On 4 June 2021, judicial managers filed an application with Singapore's court to wind up the company after failed negotiations with an investor.

On 21 July 2021, Singapore's high court has approved Hyflux to wind up and be liquidated with its judicial managers being its liquidators.

== Tuaspring Integrated Water and Power Plant ==
In 2010, PUB announced a tender for Singapore's second and largest desalination plant, Tuaspring Desalination Plant, to be built at Tuas. Hyflux put in “an impossibly low bid” of supplying water at a first-year price of S$0.45 per cubic metre, below the price of S$0.67 per cubic metre from its next competitor Keppel Seghers and also much lower than the first-year price of water for SingSpring Desalination Plant at S$0.78 per cubic metre.

To fund the plant, Hyflux issued preference shares, the first non-bank corporate perpetual issue by a Singapore company, which was over-subscribed by about six times.

Hyflux won the contract in April 2011 and formed a wholly owned subsidiary Tuaspring Pte Ltd (TPL) to manage the integrated water and power plant. The desalination plant finished construction and began operations two years later in 2013 while the power plant started operation in August 2015 and selling electricity commercially in February 2016.

In March 2019, PUB issued a default notice to TPL and will either take over the integrated plant or just the desalination plant if it exercised its right to terminate the water purchase agreement. It had said TPL had failed to provide required plant capacity multiple times since 2017 but had given time to TPL to resolve its operational and financial defaults.
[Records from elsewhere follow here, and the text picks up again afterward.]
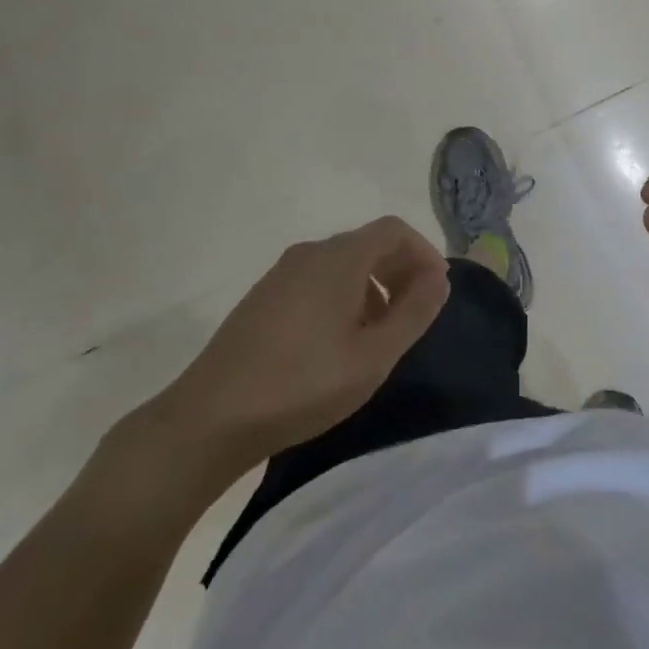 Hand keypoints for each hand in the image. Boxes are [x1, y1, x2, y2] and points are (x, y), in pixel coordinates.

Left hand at [126, 218, 450, 505]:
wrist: (210, 418)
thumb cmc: (302, 384)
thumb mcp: (373, 355)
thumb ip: (414, 312)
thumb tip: (438, 279)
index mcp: (339, 257)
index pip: (394, 230)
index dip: (424, 252)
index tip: (438, 290)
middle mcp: (310, 253)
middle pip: (368, 243)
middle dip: (401, 269)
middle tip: (417, 312)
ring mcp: (281, 274)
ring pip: (342, 263)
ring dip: (374, 285)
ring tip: (382, 332)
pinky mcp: (263, 297)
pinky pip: (317, 279)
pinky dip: (344, 295)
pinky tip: (340, 341) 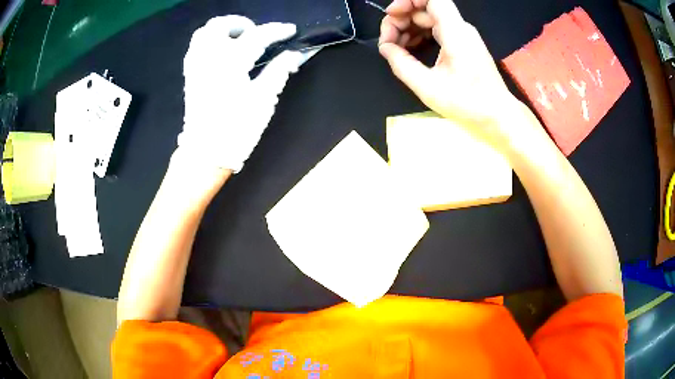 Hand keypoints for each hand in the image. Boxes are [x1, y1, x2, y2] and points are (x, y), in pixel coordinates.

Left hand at [180, 16, 303, 172]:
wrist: (206, 152)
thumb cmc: (236, 129)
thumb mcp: (263, 100)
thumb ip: (278, 71)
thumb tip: (294, 55)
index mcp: (230, 63)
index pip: (256, 36)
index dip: (276, 30)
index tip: (290, 30)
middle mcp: (208, 58)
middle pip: (220, 25)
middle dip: (241, 23)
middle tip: (256, 34)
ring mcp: (195, 65)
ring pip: (204, 32)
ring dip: (223, 30)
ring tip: (238, 40)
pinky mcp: (190, 74)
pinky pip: (196, 46)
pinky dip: (210, 41)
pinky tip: (222, 52)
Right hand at [379, 0, 532, 149]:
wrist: (498, 116)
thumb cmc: (468, 104)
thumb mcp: (428, 87)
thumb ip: (401, 64)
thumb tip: (385, 48)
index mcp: (455, 31)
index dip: (407, 1)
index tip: (390, 16)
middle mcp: (459, 28)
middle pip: (424, 9)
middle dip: (401, 20)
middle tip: (387, 43)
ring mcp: (462, 35)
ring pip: (428, 19)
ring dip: (408, 29)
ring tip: (394, 49)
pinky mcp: (462, 45)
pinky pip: (435, 30)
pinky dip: (419, 36)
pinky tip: (409, 51) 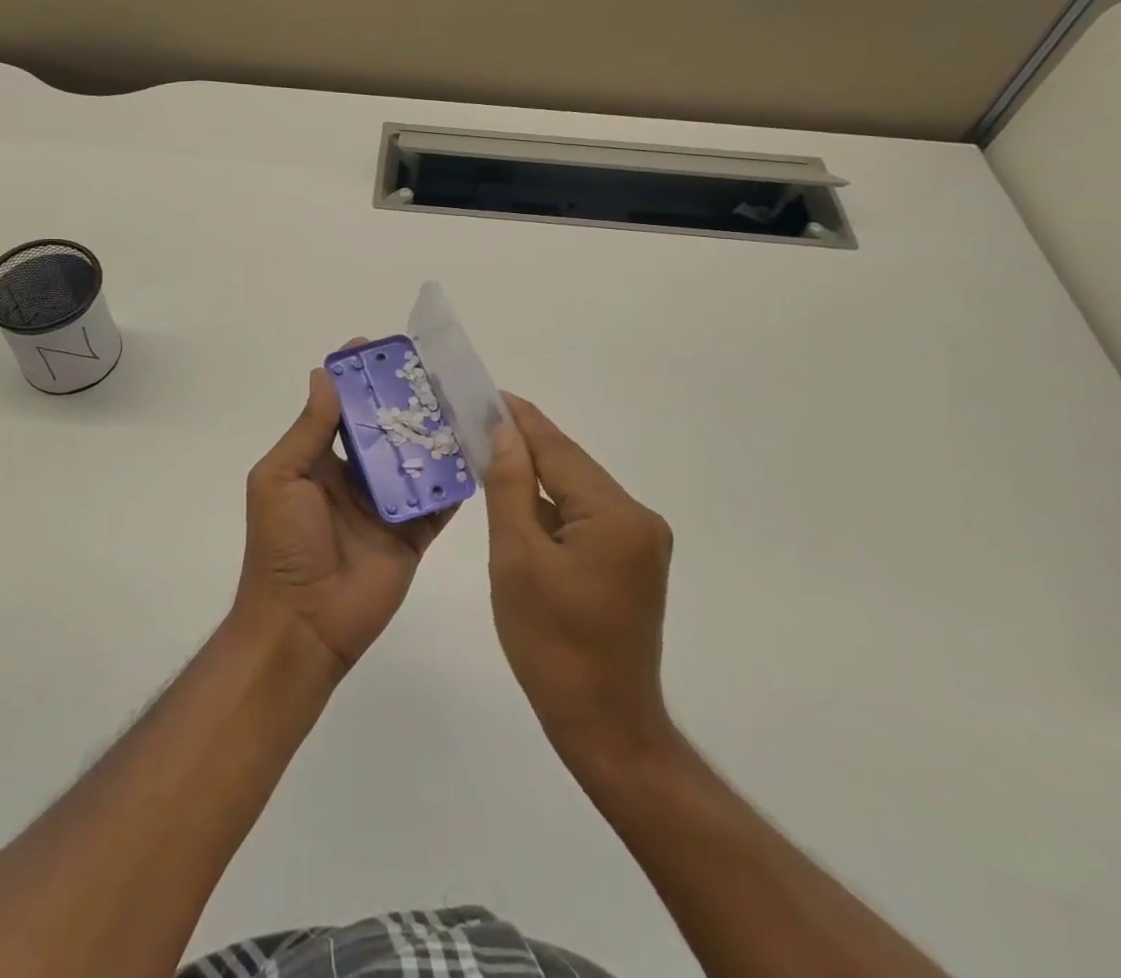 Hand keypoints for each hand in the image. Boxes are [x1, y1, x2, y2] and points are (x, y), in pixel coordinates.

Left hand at [235, 347, 451, 674]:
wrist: (303, 626)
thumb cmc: (282, 546)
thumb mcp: (281, 478)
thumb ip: (309, 430)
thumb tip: (325, 375)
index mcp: (321, 462)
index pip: (343, 409)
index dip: (359, 380)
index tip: (379, 350)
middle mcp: (357, 477)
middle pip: (387, 430)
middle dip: (407, 401)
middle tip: (435, 370)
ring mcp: (388, 506)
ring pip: (417, 460)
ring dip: (436, 433)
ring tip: (463, 400)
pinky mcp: (414, 534)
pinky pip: (440, 501)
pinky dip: (457, 479)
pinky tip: (479, 450)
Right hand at [484, 394, 676, 771]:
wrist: (604, 726)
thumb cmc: (551, 645)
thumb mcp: (517, 559)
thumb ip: (511, 487)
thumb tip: (505, 432)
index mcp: (616, 515)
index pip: (559, 451)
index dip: (522, 420)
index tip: (489, 393)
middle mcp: (639, 518)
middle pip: (572, 468)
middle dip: (527, 446)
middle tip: (479, 422)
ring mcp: (641, 542)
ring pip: (578, 493)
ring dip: (538, 478)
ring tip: (492, 454)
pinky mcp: (633, 563)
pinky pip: (586, 518)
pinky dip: (553, 509)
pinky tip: (522, 503) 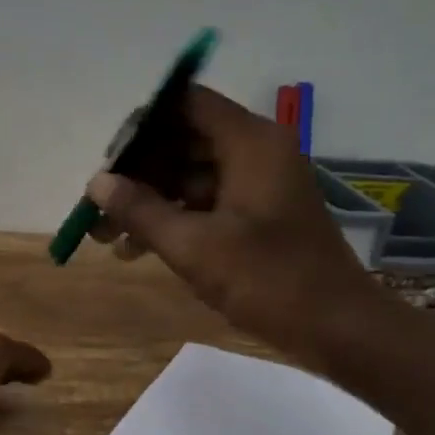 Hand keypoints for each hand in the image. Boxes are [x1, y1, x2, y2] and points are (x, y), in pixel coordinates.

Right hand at [87, 85, 389, 368]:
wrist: (339, 330)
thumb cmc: (268, 279)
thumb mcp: (193, 246)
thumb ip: (140, 209)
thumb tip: (96, 182)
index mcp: (250, 143)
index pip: (186, 104)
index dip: (142, 126)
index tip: (108, 159)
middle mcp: (256, 152)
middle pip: (183, 140)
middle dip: (137, 172)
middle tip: (98, 204)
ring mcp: (258, 184)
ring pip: (189, 175)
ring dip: (148, 200)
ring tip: (106, 235)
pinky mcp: (258, 214)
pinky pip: (205, 201)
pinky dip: (172, 218)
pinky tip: (135, 249)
PUB clarified it will purchase the desalination plant at zero dollar as the valuation price of the plant is negative and that per the water purchase agreement, and that it will not claim compensation per the water purchase agreement as TPL is unlikely to compensate PUB.

In May 2019, following financial losses from the integrated plant, PUB took over the Tuaspring Desalination Plant from Hyflux at zero dollar while Maybank, its biggest secured creditor, has appointed receivers and managers from insolvency firm Ferrier Hodgson to take over the power plant.

==Legal issues==
On 17 November 2022, former CEO Olivia Lum, former CFO Cho Wee Peng and four other former board members were charged with violations of Singapore's Securities and Futures Act.

On 12 March 2023, former independent director Lee Joo Hai, who had left Singapore, was arrested in Malaysia in a joint operation with the Royal Malaysia Police. He was subsequently charged with one count of violating the Securities and Futures Act. Lee faces a potential jail term of up to seven years, a fine of up to S$250,000, or both.

On 5 May, Singapore's State Court added three additional charges against Lum, citing violations of the Companies Act related to an allegation that she failed to exercise diligence in the discharge of her duties as a director. Lum faces a potential jail term of up to two years, a maximum fine of S$150,000, or both. On 7 August, former independent director, Rajsekar Kuppuswami Mitta, pleaded guilty to a charge of neglect in relation to an announcement by the company to the SGX on 7 March 2011 and was fined $90,000.